Of course, back in the 1960s, that historical average was at least 2 inches higher, about 55 inches, a mark hit even less frequently in recent years.

So by visiting the cave in the middle of a severe drought, we weren’t seeing rare conditions, but ones that are recurring again and again.

“It’s like we’re in a drought, things briefly improve, and then we’re back in it again,” said Granville Kinsman, manager of the district’s hydrologic data section.

Kinsman also produced data showing that average rainfall was on an upward trend before 1960, suggesting the more recent downward one is part of a natural cycle.

Other theories are that the decreasing rainfall is tied to the loss of wetlands in Florida — “the rainmaking machine,” former Swiftmud executive director Sonny Vergara called it. Or that it’s related to global climate change.

But at this point, nobody really knows. And nobody I talked to at either Swiftmud or the much better-funded South Florida Water Management District has made a concerted effort to find out.

Which can’t go on.

Because whatever amount of pumping the district is allowing is too much.

It would probably be too much even if we were receiving steady doses of normal rain. It’s definitely too much if we’re dealing with a long-term decline.

Which is sure what it looks like underground.

The entrance to Crumbling Rock is a little like an old-fashioned well — a vertical shaft barely big enough to fit a bucket — and it used to lead directly to water.

Once Brooks had dropped a cable ladder down the shaft, and we had climbed down, he pointed to a coffee-colored water line that showed the usual level of the former underground stream.

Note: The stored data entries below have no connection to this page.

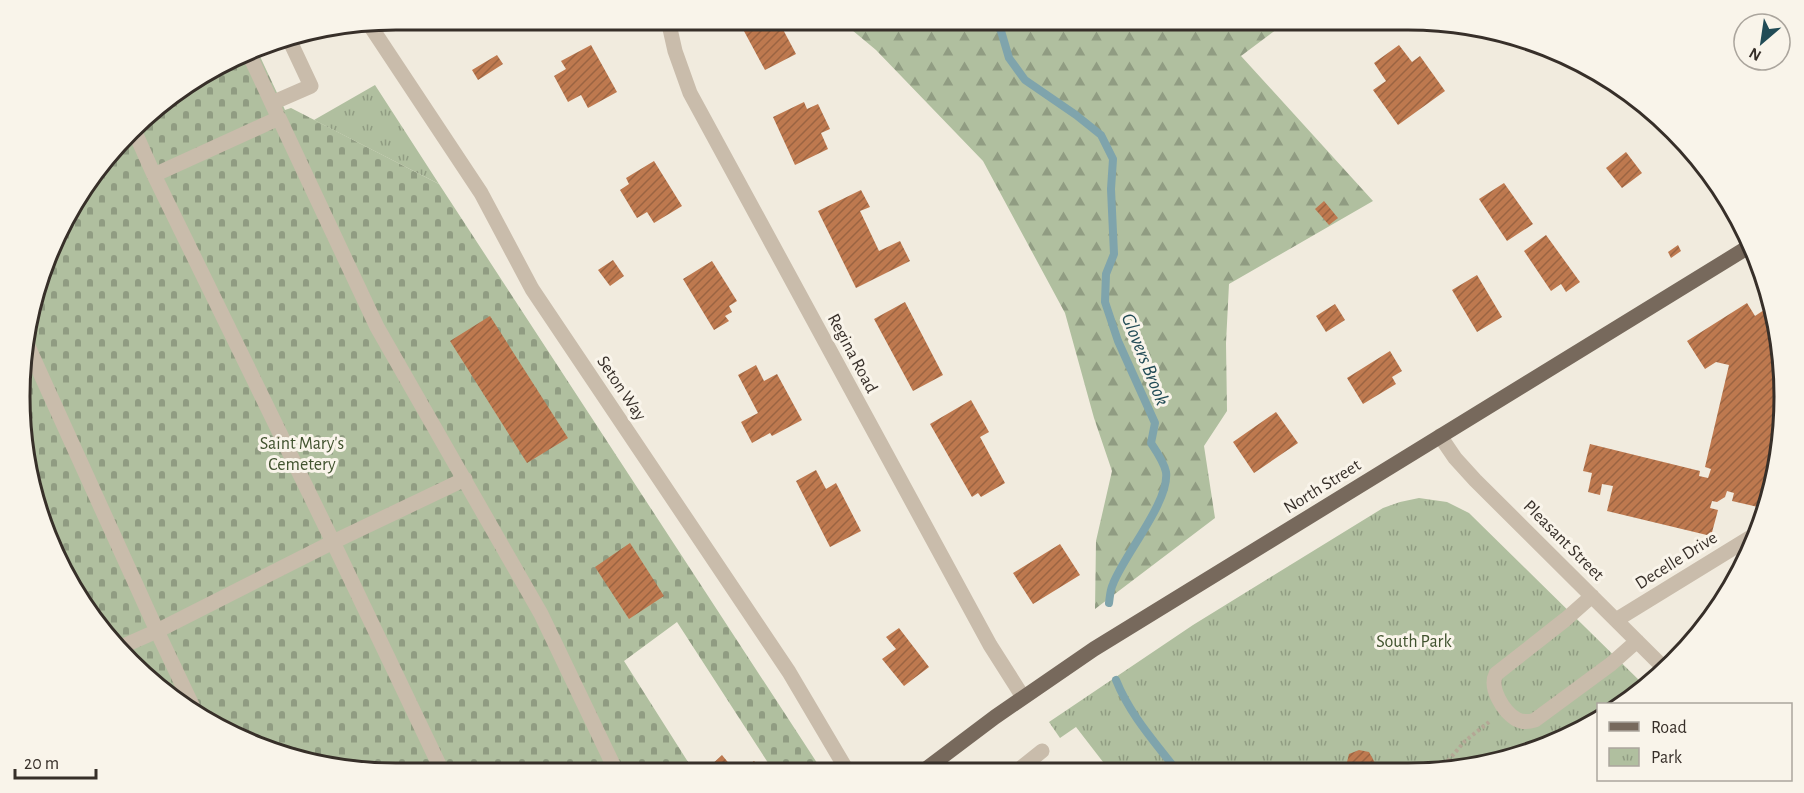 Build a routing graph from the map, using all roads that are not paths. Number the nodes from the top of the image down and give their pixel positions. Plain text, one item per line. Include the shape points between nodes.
1 (670, 30) edge
2 (374, 31) edge
3 (292, 45) edge
4 (252, 60) edge
5 (272, 103) junction
6 (279, 118) junction
7 (137, 137) edge
8 (154, 175) junction
9 (1743, 250) edge
10 (32, 356) edge
11 (1440, 436) junction
12 (465, 479) junction
13 (1744, 541) edge
14 (333, 542) junction
15 (1592, 596) junction
16 (1616, 620) junction
17 (157, 631) junction
18 (1637, 641) junction
19 (127, 644) edge
20 (1659, 663) edge
21 (1023, 697) junction
22 (189, 698) edge
23 (1042, 751) dead end
24 (438, 763) edge
25 (612, 763) edge
26 (843, 763) edge
27 (934, 763) edge
28 (1027, 763) edge

1 - 21 street, Regina Road via 690,93 990,645
2 - 26 street, Seton Way via 481,193 532,289 789,672
3 - 5 street via 311,86
4 - 5 street
5 - 6 street
6 - 8 street
6 - 12 street via 377,327
7 - 8 street
8 - 14 street
9 - 11 main road, North Street
10 - 17 street
11 - 15 street, Pleasant Street via 1475,480
11 - 21 main road, North Street via 1094,649
12 - 14 street
12 - 25 street via 554,639
13 - 16 street, Decelle Drive
14 - 17 street
14 - 24 street
15 - 16 street, Pleasant Street
15 - 18 street via 1498,670 1494,689 1506,709 1520,721 1535,720
16 - 18 street, Pleasant Street
17 - 19 street
17 - 22 street
18 - 20 street, Pleasant Street
21 - 27 main road, North Street
23 - 28 street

“You would have been crawling with your chin just above water,” said Brooks, who has been exploring this cave for the past six years.

Every year, the water level has dropped, and on our visit we encountered only a few puddles and some ankle-deep mud.

“With the rain we’re getting, we’re ending every year in a deficit, and yet we’re taking the same amount out,” Brooks said.

“If you treated your bank account that way, you’d be broke. And our aquifer is broke.”

Maybe not yet. But it’s getting there.